The industries that rely on shipping or provide services to the maritime industry must also take note, as successful attacks to shipping can have a vast ripple effect. Lloyds of London recently estimated that the true cost of a serious cyber attack could exceed $120 billion dollars. Underwriters therefore need to ensure that premium calculations keep apace with the changing cyber threat. At the same time, as part of its cyber strategy, the shipping industry needs to systematically review existing insurance to determine what is covered when it comes to cyber—and what is not.

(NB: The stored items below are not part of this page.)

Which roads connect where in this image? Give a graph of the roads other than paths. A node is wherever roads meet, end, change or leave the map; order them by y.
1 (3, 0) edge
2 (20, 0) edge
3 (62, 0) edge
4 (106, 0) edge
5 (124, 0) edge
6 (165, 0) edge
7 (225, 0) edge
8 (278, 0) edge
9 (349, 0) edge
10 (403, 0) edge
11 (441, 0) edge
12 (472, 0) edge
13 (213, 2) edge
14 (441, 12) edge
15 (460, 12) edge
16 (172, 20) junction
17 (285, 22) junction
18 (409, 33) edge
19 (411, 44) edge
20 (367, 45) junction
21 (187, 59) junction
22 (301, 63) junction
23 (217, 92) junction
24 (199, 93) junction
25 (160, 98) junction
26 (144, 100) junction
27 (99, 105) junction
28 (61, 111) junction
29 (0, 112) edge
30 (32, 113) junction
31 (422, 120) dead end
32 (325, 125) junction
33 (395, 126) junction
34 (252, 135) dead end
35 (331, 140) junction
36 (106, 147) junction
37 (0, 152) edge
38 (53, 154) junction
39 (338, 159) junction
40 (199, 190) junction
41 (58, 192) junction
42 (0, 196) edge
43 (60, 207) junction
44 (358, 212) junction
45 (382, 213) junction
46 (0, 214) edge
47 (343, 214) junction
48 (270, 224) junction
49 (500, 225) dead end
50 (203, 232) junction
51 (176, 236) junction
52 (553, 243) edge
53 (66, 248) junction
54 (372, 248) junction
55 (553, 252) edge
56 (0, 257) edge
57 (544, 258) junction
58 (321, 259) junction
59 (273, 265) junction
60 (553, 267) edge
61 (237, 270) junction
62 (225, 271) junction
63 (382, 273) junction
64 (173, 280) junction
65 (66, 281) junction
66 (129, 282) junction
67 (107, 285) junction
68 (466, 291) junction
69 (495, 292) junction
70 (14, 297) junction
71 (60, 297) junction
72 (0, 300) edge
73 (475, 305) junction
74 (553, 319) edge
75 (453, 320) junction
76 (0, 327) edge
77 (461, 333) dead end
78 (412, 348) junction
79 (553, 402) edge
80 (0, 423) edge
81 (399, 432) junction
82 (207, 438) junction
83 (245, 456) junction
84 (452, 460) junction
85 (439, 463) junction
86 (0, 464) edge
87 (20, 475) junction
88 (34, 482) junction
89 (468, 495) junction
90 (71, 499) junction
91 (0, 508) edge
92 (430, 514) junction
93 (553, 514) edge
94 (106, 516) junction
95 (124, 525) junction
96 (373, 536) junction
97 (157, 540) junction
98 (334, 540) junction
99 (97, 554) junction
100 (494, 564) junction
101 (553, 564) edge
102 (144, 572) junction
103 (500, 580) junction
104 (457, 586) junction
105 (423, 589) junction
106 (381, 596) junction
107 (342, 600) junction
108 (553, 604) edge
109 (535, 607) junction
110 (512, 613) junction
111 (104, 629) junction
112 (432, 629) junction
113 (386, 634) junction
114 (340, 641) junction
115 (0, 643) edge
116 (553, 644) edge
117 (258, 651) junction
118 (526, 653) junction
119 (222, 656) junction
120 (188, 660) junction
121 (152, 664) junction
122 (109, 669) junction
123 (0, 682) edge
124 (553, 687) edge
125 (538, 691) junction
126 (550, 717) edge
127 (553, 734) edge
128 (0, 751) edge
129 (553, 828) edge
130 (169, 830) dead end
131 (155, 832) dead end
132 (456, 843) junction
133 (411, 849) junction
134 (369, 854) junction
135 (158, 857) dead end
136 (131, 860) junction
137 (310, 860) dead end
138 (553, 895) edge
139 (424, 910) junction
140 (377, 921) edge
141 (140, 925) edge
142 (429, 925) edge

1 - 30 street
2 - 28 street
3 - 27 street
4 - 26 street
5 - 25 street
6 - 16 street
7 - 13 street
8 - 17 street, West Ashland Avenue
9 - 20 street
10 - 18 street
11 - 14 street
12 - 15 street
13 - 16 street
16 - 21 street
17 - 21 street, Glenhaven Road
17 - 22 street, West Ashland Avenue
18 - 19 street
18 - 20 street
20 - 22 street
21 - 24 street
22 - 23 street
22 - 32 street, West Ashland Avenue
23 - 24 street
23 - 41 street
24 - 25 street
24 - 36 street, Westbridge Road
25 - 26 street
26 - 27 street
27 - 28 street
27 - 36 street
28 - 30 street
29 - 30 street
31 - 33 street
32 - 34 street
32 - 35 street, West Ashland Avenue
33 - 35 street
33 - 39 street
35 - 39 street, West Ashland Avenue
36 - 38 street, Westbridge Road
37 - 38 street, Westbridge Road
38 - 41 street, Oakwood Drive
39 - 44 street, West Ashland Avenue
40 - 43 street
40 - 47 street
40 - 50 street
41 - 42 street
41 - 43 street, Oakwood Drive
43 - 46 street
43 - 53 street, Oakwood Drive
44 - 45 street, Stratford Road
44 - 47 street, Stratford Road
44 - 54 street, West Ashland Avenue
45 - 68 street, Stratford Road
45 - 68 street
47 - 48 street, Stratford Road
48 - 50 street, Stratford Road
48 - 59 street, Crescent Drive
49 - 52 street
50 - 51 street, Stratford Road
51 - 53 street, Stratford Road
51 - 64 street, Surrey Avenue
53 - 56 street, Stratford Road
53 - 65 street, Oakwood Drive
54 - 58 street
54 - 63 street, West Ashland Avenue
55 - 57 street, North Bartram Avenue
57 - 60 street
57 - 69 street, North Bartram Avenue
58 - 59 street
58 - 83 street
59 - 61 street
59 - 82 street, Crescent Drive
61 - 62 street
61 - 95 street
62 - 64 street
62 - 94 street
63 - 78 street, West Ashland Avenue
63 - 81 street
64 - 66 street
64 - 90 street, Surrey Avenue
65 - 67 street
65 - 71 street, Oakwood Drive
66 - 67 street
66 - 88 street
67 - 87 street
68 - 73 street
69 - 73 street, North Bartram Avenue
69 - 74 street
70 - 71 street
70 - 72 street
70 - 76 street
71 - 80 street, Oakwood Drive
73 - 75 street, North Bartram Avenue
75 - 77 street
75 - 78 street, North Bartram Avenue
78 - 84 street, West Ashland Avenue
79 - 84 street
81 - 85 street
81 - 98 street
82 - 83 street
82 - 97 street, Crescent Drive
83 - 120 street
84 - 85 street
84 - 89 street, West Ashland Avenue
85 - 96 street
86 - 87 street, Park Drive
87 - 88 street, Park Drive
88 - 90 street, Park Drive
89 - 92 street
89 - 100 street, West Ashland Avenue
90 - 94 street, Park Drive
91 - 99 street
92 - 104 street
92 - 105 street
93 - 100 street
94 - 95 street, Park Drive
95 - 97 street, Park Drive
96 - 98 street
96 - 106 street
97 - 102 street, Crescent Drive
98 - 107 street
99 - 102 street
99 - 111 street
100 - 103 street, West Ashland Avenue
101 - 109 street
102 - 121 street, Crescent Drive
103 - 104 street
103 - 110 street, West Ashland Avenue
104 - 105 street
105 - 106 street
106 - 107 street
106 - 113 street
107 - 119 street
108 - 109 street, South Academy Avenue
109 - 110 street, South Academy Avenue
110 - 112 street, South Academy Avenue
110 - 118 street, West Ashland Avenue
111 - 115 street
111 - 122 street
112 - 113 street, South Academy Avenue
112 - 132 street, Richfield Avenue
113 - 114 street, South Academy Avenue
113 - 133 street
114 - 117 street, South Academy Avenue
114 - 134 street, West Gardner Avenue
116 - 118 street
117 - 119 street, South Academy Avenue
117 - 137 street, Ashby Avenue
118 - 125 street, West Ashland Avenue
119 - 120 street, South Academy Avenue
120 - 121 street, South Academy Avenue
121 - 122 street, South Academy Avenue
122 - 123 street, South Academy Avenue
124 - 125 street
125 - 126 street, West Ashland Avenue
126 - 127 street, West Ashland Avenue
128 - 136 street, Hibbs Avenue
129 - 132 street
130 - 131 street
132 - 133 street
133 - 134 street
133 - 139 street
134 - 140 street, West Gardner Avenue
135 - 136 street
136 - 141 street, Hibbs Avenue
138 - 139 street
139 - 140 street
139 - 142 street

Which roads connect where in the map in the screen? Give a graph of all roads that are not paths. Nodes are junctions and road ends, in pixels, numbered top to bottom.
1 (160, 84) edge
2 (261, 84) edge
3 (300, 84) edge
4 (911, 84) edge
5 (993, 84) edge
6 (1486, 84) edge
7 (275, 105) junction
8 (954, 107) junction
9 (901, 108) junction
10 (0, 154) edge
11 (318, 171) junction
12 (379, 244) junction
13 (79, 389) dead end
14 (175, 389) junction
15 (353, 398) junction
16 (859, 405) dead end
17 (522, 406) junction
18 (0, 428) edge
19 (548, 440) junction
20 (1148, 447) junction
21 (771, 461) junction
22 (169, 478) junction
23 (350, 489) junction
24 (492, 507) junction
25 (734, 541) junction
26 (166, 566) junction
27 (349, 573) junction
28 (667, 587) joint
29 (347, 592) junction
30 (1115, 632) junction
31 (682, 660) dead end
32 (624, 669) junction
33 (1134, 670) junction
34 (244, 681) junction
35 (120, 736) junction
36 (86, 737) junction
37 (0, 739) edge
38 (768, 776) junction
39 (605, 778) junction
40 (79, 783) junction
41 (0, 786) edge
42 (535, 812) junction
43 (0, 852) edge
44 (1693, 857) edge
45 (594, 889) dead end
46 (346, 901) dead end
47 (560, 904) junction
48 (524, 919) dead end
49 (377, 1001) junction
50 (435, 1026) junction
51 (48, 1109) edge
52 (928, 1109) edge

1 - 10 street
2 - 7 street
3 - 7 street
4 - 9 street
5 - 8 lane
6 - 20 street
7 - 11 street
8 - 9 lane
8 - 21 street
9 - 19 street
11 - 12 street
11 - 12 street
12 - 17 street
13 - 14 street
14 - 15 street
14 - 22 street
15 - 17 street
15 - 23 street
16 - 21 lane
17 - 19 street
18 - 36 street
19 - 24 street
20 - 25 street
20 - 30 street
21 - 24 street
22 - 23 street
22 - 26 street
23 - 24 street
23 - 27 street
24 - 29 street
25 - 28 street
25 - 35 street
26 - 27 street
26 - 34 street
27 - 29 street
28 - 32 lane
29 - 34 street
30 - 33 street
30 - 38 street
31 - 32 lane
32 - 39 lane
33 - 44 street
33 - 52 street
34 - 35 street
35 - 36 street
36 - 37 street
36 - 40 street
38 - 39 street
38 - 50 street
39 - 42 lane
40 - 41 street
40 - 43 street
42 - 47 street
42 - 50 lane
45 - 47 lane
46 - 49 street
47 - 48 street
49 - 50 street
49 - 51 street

Ultimately, for the maritime industry and for those industries reliant on the maritime industry, the time is now to generate and implement a sound cyber strategy, especially with the move to greater connectivity and greater automation. Cybersecurity is not just about IT, and it cannot be left to IT departments alone. Rather, cybersecurity requires a holistic, proactive, risk-based and well-practiced approach that starts at the very top of the companies and organizations.  

In other words, cybersecurity is one feature of the shipping industry that cannot be left to auto-pilot.

Michael Bahar is the former Minority Staff Director and General Counsel of the U.S. House of Representatives Permanent Select Committee on Intelligence. Bahar currently serves as a partner at Eversheds Sutherland (US) where he leads the Cybersecurity and Privacy team.